Si le juge du fond confirme finalement la première sanction, elle maintient la sanction de son choix et retire l’autre, dont elle devra donc effacer les conséquences rétroactivement.
Cette faculté de choix est intéressante lorsque la sanction initiale consistait en une révocation ou une mise à la retraite d’office. Mais dans les autres cas, la réparation des conséquences de la sanction finalement retirée peut-être délicate à mettre en œuvre. Il n’est ainsi pas toujours opportun de prononcer une seconde sanction sans connaître le sort définitif de la première ou sans retirer la sanction initiale pour ne pas gêner l’exécution de la seconde.
Cette décision du Conseil d’Etat se veut autant pragmatique que juste, puisqu’elle tient compte des contraintes internes de l’administration, sans porter atteinte aux droits des agents.

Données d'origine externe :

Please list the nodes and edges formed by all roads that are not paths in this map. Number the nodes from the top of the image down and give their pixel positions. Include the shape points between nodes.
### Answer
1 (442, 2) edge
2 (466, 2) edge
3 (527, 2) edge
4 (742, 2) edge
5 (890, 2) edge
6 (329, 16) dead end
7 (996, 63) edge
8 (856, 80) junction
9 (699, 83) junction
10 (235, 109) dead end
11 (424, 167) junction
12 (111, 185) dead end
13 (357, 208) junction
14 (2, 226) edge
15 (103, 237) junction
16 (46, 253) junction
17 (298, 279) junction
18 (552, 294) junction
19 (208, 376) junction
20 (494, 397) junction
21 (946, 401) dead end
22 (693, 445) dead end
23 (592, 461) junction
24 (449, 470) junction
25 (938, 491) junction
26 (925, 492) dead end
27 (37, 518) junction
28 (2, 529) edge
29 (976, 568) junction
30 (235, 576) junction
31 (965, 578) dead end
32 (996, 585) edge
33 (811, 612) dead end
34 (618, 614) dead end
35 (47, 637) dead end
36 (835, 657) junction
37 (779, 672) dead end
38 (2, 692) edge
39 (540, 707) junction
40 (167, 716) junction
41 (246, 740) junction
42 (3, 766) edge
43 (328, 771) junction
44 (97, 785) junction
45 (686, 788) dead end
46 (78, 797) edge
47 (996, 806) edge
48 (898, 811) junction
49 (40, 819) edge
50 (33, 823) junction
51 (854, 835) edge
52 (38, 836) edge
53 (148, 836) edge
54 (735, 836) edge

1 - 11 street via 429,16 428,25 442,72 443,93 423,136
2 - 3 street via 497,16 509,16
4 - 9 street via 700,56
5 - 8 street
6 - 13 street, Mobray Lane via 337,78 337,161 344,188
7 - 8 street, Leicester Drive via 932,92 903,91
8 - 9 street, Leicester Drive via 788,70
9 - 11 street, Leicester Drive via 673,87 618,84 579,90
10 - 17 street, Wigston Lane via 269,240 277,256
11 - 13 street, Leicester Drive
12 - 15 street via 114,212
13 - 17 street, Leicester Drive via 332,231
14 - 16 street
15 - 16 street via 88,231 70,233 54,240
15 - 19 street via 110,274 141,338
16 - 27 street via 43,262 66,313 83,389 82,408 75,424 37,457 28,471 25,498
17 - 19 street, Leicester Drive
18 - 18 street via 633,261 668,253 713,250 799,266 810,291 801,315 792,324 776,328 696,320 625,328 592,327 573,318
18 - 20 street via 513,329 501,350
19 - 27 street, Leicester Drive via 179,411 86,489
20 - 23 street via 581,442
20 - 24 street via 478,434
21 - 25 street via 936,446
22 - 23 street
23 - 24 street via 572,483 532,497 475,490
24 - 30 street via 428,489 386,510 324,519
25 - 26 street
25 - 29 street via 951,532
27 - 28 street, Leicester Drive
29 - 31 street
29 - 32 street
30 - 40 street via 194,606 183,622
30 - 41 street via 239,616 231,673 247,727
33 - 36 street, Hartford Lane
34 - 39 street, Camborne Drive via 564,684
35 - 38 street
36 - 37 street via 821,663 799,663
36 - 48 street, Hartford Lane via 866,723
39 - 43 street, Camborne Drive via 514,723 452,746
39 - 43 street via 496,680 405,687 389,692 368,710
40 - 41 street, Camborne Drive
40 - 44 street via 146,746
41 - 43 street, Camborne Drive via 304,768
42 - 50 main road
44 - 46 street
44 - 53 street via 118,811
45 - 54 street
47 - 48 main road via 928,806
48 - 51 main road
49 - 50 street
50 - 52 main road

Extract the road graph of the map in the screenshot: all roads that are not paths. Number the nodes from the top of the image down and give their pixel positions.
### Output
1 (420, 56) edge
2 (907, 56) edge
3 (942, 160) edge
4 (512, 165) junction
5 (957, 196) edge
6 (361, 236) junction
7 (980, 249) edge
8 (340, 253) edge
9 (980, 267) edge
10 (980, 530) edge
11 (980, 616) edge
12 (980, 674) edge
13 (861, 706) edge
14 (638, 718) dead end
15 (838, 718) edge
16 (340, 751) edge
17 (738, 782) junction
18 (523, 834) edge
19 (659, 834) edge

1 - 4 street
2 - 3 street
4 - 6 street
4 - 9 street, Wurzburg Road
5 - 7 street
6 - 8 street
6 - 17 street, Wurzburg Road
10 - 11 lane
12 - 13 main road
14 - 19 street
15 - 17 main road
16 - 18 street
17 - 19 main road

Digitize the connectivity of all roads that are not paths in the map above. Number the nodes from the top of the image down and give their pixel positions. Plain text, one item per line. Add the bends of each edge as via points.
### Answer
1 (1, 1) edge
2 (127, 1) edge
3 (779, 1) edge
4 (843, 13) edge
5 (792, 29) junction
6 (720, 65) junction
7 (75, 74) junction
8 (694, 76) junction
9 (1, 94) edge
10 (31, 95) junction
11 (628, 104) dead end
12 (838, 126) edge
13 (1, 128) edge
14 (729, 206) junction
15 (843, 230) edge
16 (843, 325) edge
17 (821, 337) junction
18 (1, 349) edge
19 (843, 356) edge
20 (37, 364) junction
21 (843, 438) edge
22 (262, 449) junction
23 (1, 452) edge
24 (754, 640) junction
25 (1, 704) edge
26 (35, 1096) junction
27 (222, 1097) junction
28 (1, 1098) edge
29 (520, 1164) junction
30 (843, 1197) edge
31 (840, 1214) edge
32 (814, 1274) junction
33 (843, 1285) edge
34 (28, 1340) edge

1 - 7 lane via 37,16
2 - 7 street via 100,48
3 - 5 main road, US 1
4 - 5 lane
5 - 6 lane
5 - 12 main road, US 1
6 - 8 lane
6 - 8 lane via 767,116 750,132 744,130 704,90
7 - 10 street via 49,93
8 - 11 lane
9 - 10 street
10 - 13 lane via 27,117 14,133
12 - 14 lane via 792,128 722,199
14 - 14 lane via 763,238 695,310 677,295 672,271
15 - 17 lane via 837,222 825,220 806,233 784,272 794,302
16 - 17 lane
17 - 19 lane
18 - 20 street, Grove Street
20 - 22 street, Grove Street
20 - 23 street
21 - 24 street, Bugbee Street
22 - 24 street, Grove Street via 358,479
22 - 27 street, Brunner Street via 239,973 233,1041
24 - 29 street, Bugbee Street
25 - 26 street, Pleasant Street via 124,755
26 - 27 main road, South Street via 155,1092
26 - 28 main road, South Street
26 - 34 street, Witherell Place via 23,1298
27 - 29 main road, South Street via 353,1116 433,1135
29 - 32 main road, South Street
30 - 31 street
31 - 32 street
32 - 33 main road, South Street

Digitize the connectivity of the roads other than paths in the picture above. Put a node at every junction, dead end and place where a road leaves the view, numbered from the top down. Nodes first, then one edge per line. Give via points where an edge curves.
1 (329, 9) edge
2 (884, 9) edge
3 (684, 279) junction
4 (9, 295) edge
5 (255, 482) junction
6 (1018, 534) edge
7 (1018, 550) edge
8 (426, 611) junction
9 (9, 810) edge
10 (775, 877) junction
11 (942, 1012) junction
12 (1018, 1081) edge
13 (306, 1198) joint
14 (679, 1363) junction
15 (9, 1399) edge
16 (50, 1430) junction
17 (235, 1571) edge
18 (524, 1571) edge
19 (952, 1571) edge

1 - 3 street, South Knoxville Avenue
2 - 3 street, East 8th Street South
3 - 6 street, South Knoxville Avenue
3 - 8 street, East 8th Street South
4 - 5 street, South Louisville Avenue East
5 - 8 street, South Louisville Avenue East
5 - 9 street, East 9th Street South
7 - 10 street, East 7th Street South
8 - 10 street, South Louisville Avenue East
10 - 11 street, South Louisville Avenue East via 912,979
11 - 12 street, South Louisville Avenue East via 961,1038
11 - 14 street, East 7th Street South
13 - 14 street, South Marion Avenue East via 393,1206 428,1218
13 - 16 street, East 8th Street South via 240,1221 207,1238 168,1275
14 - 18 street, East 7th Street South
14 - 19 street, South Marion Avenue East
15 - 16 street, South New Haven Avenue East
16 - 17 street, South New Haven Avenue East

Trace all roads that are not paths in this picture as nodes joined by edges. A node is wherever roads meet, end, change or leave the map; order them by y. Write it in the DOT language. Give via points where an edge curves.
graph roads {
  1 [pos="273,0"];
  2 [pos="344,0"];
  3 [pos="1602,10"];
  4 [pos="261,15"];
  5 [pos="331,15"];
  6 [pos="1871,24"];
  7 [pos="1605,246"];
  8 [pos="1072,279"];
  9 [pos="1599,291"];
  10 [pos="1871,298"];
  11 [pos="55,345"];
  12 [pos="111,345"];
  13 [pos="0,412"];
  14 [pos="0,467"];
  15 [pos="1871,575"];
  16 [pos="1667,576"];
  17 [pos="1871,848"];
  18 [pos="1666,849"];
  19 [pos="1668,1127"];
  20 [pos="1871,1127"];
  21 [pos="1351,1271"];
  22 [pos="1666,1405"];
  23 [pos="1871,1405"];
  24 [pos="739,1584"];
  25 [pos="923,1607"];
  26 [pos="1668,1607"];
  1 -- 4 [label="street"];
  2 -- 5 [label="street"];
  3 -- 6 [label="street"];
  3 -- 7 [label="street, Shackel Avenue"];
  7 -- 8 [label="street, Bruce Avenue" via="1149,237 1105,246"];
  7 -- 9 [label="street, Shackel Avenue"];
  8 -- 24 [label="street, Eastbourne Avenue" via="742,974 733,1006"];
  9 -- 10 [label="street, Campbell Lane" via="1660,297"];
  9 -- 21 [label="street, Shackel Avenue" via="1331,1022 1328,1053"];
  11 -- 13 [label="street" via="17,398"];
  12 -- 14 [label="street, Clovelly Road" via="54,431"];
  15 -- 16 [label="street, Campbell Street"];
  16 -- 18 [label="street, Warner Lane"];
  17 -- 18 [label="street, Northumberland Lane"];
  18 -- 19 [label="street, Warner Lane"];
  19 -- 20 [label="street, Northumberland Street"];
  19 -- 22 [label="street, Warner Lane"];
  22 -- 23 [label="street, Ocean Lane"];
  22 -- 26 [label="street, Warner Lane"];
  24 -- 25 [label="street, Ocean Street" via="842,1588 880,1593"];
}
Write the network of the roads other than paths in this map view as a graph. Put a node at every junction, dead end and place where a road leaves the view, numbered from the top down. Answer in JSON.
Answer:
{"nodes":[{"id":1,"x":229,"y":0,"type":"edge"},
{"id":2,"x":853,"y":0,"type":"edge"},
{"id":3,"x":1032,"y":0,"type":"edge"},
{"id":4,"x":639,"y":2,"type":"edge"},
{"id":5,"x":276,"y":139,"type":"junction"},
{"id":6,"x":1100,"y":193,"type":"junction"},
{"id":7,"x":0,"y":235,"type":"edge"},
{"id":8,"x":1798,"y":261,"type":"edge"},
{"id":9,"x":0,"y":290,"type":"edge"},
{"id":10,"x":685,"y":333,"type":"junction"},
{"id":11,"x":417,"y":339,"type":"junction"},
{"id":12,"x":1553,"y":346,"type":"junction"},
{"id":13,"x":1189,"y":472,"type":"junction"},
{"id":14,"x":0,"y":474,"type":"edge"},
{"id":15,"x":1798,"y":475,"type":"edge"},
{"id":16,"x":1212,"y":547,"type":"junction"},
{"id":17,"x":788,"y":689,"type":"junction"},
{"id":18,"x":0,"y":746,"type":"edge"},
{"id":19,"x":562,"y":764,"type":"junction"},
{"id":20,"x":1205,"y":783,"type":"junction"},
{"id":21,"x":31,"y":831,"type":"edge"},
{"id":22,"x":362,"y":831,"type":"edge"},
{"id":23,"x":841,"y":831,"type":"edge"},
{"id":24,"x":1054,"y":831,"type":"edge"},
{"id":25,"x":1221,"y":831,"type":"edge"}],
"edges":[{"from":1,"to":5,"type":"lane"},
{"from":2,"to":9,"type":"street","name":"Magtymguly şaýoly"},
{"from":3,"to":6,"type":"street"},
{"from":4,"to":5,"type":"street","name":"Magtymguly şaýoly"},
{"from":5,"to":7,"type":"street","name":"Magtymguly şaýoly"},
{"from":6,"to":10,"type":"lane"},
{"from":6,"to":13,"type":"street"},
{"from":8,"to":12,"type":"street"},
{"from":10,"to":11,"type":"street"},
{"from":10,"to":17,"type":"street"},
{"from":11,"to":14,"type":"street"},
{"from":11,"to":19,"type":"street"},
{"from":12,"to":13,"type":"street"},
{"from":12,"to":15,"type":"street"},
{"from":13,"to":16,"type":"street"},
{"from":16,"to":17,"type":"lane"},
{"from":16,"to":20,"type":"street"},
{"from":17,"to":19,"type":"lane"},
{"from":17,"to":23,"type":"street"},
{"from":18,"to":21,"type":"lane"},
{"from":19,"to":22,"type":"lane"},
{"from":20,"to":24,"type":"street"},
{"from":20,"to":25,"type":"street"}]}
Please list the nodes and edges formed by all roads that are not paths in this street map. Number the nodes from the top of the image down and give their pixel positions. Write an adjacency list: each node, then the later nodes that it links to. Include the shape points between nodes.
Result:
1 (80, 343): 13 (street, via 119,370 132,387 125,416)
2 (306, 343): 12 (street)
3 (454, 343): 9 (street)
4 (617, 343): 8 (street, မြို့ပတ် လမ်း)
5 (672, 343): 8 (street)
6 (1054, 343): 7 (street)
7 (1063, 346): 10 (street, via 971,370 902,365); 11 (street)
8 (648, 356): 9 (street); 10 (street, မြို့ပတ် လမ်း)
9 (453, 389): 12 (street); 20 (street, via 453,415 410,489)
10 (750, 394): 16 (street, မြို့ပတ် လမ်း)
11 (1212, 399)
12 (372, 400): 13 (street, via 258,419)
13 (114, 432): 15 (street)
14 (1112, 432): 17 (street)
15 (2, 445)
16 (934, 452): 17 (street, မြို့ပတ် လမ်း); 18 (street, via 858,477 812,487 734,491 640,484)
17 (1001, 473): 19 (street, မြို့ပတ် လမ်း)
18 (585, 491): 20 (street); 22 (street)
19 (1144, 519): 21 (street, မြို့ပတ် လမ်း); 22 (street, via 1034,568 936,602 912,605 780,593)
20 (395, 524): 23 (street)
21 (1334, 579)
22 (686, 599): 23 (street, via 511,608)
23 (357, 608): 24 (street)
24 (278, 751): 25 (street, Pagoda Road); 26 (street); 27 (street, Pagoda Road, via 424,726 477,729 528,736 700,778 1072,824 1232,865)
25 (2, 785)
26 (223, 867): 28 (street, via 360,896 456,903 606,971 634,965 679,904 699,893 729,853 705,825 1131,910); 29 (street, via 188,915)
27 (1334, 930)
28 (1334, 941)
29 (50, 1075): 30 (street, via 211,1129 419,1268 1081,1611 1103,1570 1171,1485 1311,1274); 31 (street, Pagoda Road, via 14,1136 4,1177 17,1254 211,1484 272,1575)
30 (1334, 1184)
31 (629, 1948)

Pragmatique, elle l’est d’ailleurs à double titre. En effet, dans cette même décision, le Conseil d’Etat réaffirme la portée élargie du droit des agents à communication de leur dossier, y compris des témoignages recueillis à charge contre lui, tout en nuançant les conséquences d’un refus de communication de ces témoignages. Elle réintroduit dans la jurisprudence un pouvoir d’appréciation permettant au juge de ne sanctionner ce refus que s’il a effectivement privé l’intéressé de la garantie d’assurer utilement sa défense, permettant ainsi à l’administration de préserver l’anonymat de la parole de ses agents-témoins dans les situations les plus tendues.